I meant go to the Baltamore Main Branch Library, they may have access to St. Louis newspapers or magazines (through digital collections or microfilm) with mentions or pictures. The librarian may have connections to St. Louis area librarians.

ooo, never thought of that.

dr. freddie, you are a great resource... if/when we meet i got a LOT of drinks to buy you...

:drink: :drink: :drink: :drink: :drink: :drink: :drink:

[ Edited by: Johnny Dollar on 2004-06-17 09:58 ]

Good research subject, J.D. Considering that the logo Tiki of the Mainlander is based on the Witco fountain (BOT p.179), the place probably did not open until the late 60s, and it must have been not around too long, or there would be more postcards/ephemera floating around...
Yet they were open long enough to have two different sizes of their logo Tiki mug out there, one being slightly larger.

I am dieing to see interior or exterior fotos, it seems highly likely that they had more Witco decor.


J$ - good research! It's amazing that you could find pertinent information about the place 1000 miles away and yet I've hit a snag with my investigation on a place 30 miles from home! I've yet to hear back from anyone confirming or denying the postcard I posted in the Hawaiian Room topic is actually Baltimore's Hawaiian Room at the Emerson or New York's Hawaiian Room at the Lexington. We should mix up some drinks, smuggle them into the Pratt Library and make a day out of doing research on our two elusive archaeological projects!

hey j-tiki, dat would be really cool. as wit you the house projects are big worries, but perhaps we could try and set up a day. e-mail or pm me (although i leave soon today)

peace, j$


I'm curious as to how the witco mainlander logo came to be- did they get permission/licensing from Bill Westenhaver, or what? Keigs?

i recently won this matchbook (matches removed by previous owner)


i was curious about the vintage of this matchbook, as the clues regarding the address are thus:

the address has no zip code. in the u.s. zip codes were implemented july 1963 - not mandatory until 1967.
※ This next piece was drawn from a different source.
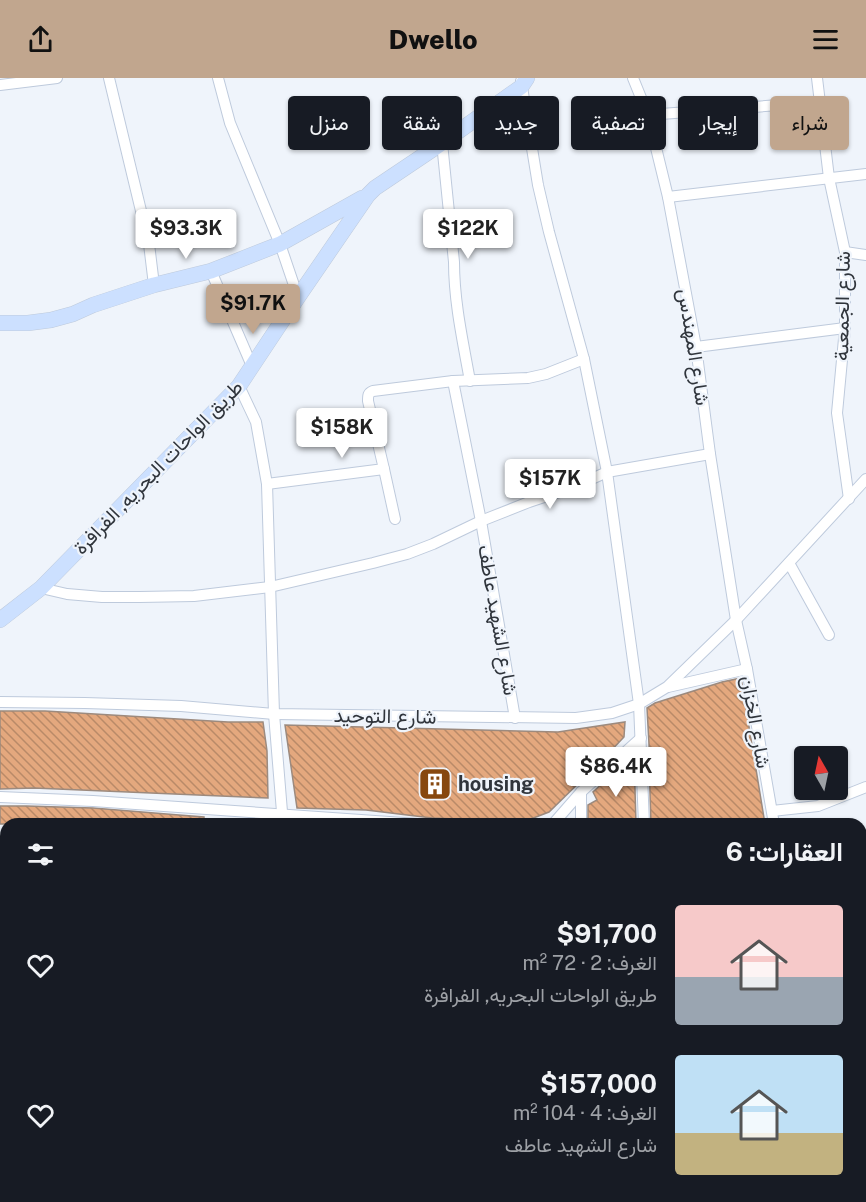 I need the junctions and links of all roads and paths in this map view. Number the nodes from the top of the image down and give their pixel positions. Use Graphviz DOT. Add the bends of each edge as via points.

the telephone has an EXchange instead of area code. area codes were intially assigned in the u.s. in 1947.

i'm not sure what that tells us. but is it likely a matchbook produced for a late 1960's bar would have no zip code AND no area code? maybe, maybe not.

NOTE ~ the inside of the matchbook lists the bar at the Mainlander as the HUKI-LAU BAR. "south sea potions" !!! anyways, if that jives with anything anyone else has found, i would love to know.
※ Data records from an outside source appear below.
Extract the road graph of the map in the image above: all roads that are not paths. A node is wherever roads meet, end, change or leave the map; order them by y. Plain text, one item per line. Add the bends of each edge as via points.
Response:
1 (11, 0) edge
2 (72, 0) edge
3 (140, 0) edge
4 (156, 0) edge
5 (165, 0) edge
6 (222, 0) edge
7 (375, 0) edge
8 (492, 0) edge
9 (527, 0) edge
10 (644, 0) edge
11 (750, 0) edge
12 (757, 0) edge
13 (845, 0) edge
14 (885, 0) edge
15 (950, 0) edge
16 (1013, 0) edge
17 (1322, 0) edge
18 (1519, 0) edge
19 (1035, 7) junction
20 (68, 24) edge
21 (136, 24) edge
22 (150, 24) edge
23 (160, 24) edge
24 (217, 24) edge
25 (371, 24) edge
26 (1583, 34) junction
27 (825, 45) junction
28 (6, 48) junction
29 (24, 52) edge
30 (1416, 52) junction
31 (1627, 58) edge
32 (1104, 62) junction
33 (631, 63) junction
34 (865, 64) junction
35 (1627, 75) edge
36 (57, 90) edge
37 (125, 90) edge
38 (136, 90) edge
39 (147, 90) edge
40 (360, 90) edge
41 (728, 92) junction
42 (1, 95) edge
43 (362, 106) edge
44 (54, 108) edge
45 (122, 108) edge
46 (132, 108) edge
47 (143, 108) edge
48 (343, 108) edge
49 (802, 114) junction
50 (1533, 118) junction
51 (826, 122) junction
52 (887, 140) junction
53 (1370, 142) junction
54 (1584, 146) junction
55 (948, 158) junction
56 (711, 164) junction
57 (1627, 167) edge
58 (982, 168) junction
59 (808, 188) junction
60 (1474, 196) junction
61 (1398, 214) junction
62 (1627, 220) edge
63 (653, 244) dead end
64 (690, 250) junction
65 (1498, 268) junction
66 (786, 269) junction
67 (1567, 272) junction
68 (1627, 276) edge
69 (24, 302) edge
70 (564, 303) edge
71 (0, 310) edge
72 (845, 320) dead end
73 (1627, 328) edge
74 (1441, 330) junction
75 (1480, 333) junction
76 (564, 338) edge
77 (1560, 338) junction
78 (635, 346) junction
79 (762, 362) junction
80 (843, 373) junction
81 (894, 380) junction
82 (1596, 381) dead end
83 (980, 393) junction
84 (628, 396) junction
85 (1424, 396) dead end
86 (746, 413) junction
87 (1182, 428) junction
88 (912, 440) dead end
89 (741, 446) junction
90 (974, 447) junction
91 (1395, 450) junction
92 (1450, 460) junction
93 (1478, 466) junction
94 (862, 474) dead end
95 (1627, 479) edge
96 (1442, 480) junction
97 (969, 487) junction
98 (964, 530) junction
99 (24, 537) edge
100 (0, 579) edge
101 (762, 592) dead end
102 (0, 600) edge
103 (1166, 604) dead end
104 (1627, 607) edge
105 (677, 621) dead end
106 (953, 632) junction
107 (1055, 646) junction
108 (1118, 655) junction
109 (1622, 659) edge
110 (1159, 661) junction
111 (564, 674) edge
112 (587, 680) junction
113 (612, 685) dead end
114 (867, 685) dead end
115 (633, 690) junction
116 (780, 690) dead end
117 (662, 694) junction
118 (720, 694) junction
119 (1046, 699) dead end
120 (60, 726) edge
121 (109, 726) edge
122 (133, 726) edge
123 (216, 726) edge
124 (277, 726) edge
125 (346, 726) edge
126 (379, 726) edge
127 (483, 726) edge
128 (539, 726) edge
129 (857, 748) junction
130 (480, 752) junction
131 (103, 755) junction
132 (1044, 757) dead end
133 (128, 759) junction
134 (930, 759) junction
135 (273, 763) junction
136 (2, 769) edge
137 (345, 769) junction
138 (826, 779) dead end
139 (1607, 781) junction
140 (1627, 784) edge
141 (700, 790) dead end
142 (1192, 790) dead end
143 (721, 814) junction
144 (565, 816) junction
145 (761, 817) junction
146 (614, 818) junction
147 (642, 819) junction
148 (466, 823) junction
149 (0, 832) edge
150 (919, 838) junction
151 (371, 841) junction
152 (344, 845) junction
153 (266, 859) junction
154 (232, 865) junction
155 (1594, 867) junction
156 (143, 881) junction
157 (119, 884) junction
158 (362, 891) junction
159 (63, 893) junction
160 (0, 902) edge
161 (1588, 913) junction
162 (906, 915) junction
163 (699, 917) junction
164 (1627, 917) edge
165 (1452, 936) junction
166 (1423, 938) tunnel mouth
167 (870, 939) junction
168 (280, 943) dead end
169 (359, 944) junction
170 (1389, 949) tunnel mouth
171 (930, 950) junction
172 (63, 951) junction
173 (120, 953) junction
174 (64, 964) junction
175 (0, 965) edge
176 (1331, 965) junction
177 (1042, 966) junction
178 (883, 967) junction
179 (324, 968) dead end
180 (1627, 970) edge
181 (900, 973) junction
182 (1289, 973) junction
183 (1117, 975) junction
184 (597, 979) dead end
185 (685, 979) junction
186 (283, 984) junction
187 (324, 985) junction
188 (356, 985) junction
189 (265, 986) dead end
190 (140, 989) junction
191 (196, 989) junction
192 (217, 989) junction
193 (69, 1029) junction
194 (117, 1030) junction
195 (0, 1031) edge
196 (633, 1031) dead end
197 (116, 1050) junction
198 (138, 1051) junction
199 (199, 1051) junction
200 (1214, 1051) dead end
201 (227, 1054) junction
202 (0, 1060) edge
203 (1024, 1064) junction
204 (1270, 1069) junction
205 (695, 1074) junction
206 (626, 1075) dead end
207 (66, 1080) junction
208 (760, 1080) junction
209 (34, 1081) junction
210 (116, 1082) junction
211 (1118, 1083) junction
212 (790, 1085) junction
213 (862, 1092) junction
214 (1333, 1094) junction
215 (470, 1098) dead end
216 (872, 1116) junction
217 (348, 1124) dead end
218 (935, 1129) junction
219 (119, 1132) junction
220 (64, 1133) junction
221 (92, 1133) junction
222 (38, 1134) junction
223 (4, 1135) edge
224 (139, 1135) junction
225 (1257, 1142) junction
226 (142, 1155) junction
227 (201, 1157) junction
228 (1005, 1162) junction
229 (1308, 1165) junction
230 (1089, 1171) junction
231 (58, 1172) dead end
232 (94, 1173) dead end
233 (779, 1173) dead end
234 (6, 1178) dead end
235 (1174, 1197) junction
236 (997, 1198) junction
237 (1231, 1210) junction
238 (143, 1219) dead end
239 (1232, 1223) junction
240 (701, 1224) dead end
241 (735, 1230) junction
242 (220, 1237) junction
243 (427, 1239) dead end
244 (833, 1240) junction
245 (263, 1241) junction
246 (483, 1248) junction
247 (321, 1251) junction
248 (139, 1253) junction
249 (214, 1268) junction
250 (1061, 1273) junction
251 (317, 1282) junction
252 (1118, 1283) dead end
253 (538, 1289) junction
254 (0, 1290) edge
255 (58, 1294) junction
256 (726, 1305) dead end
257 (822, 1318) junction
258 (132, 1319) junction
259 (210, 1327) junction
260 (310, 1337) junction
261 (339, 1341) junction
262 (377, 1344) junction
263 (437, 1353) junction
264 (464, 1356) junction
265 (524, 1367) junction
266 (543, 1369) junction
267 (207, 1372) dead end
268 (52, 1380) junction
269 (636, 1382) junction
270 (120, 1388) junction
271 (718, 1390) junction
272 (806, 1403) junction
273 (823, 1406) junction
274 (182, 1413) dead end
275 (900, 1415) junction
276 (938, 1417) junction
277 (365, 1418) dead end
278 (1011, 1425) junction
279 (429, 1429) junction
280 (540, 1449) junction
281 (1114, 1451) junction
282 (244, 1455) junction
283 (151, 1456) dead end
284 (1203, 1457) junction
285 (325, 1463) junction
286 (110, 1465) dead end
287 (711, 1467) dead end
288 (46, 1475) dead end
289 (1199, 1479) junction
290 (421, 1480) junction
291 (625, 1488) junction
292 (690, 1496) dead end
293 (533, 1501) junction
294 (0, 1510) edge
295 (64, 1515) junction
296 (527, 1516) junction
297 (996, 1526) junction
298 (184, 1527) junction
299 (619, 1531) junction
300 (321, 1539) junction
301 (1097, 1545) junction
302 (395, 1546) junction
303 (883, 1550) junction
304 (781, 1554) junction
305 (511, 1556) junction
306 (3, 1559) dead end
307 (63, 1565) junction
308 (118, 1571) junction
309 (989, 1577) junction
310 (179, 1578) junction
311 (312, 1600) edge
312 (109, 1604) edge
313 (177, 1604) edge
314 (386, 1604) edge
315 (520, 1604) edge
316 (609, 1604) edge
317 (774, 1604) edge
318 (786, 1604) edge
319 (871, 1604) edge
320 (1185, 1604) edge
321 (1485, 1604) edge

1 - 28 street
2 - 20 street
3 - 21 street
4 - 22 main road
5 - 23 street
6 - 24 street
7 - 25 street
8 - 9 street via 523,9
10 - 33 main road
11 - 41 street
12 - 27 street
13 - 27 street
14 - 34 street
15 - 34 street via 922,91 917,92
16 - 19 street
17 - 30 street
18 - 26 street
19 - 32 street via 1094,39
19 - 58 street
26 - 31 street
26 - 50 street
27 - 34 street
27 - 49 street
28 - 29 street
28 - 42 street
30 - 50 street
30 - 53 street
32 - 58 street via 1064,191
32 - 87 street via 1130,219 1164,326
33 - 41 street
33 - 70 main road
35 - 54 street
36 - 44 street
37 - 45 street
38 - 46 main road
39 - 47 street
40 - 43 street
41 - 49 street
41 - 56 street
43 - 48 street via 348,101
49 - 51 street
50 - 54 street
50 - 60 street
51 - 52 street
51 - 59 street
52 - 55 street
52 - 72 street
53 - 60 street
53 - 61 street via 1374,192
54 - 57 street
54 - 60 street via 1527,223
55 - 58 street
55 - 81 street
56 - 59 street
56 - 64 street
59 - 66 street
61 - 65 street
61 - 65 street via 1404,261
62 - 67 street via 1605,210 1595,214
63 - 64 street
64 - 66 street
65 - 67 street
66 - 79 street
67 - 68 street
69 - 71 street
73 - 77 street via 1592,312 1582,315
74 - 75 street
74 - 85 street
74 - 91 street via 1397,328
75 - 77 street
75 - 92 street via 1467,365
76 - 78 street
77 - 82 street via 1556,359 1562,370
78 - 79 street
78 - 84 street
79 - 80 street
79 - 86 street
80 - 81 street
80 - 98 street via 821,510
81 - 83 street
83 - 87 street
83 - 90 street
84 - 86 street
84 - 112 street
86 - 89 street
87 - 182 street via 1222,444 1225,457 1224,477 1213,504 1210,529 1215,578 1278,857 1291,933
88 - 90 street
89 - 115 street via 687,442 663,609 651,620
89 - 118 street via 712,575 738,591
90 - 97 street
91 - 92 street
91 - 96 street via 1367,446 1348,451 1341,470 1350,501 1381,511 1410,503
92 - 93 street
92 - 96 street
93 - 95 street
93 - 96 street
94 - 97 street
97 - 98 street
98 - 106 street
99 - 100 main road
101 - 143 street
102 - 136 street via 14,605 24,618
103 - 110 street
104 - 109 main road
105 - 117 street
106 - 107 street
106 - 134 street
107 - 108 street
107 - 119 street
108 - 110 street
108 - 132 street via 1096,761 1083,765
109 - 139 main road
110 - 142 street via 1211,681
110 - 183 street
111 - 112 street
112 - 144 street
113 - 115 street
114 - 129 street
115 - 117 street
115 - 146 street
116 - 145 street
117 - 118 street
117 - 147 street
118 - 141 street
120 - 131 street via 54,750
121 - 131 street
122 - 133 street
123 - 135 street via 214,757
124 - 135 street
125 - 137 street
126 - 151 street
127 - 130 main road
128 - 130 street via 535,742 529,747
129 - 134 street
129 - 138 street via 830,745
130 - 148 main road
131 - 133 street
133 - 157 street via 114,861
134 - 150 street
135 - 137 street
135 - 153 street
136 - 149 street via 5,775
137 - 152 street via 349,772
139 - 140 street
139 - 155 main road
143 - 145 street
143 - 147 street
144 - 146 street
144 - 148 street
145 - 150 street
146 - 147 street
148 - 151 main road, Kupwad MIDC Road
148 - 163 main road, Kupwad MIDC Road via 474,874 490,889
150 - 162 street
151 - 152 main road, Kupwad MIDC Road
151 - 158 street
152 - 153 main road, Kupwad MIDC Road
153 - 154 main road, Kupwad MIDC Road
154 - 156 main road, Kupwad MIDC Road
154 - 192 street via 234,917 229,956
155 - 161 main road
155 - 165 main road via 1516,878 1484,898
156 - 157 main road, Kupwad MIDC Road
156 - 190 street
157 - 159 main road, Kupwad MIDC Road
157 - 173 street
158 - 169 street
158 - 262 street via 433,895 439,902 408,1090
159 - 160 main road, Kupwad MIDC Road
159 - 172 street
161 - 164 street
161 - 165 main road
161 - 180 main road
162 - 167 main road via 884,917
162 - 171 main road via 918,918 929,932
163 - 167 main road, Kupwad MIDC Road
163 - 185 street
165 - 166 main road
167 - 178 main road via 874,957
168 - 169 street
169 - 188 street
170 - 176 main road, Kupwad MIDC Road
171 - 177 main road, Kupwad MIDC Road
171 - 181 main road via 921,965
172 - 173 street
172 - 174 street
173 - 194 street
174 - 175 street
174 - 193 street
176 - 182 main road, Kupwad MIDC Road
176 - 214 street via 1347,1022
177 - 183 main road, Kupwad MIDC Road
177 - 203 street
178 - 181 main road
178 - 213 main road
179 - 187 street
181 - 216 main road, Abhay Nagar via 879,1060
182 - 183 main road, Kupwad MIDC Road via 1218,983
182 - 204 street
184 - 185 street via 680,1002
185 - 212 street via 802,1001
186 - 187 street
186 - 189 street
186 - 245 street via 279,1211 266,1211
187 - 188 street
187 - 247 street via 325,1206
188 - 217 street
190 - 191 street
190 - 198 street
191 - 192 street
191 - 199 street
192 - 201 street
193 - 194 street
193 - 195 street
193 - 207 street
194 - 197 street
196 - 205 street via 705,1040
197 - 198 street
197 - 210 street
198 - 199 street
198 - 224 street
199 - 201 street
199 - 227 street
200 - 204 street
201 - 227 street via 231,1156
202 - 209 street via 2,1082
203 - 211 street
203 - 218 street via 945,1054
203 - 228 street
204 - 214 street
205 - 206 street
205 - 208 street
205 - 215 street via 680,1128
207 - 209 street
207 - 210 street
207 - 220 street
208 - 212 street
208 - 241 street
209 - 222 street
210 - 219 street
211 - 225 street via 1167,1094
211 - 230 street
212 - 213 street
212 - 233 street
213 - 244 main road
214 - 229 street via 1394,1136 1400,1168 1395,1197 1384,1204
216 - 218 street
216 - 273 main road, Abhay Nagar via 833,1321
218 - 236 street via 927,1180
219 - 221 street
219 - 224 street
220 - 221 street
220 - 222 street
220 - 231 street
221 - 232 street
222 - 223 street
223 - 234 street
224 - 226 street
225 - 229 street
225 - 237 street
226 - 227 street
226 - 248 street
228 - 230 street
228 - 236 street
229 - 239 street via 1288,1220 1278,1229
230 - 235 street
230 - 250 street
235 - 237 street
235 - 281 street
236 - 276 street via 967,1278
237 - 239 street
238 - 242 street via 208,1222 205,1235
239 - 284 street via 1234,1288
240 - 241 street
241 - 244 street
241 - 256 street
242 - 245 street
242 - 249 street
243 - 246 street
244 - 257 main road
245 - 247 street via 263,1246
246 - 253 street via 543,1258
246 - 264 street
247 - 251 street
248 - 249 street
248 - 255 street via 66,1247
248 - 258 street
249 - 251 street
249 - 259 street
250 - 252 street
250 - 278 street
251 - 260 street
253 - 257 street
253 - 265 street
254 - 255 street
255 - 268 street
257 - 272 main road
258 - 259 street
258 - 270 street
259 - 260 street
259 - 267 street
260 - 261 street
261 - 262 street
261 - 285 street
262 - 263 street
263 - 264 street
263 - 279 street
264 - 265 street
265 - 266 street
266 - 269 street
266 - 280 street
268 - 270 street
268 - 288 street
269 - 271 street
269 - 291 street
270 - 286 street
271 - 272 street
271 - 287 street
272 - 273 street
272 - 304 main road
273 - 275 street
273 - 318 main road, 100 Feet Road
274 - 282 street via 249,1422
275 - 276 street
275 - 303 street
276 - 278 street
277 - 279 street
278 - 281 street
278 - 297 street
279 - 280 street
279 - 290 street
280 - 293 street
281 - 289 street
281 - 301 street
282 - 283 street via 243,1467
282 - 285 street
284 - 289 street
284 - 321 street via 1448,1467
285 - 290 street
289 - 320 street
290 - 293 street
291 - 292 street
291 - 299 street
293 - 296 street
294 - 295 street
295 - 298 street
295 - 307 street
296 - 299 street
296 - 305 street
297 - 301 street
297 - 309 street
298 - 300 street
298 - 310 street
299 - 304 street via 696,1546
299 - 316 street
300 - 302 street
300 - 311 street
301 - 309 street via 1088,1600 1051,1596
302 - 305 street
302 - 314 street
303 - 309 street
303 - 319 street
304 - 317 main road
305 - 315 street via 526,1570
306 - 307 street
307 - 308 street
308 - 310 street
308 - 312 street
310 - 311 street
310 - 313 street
for comparison, three images: thanks to JonPez for the fountain link...

[ Edited by: Johnny Dollar on 2004-10-20 10:05 ]

Try a standard researchers' tool: old city directories. If St Louis libraries have such collections, someone might check the whole range of suspect years for the address of the Mainlander. One catch is that much city directory info is gathered by questionnaire, so if a property owner decides not to bother, the info is missing.

Also, county property tax rolls might be useful. You might be able to look up the tax valuation for 7700 Bonhomme Avenue over a number of years; these sometimes list the property owner. If you correlate this with the span of years that Huki-Lau/Mainlander operated (based on other data), then a change in ownership during that span may imply the time the name changed, assuming a new owner changed the name.
Of course, none of that is as cool as finding someone who worked there, but cold data can be the framework upon which anecdotes are hung.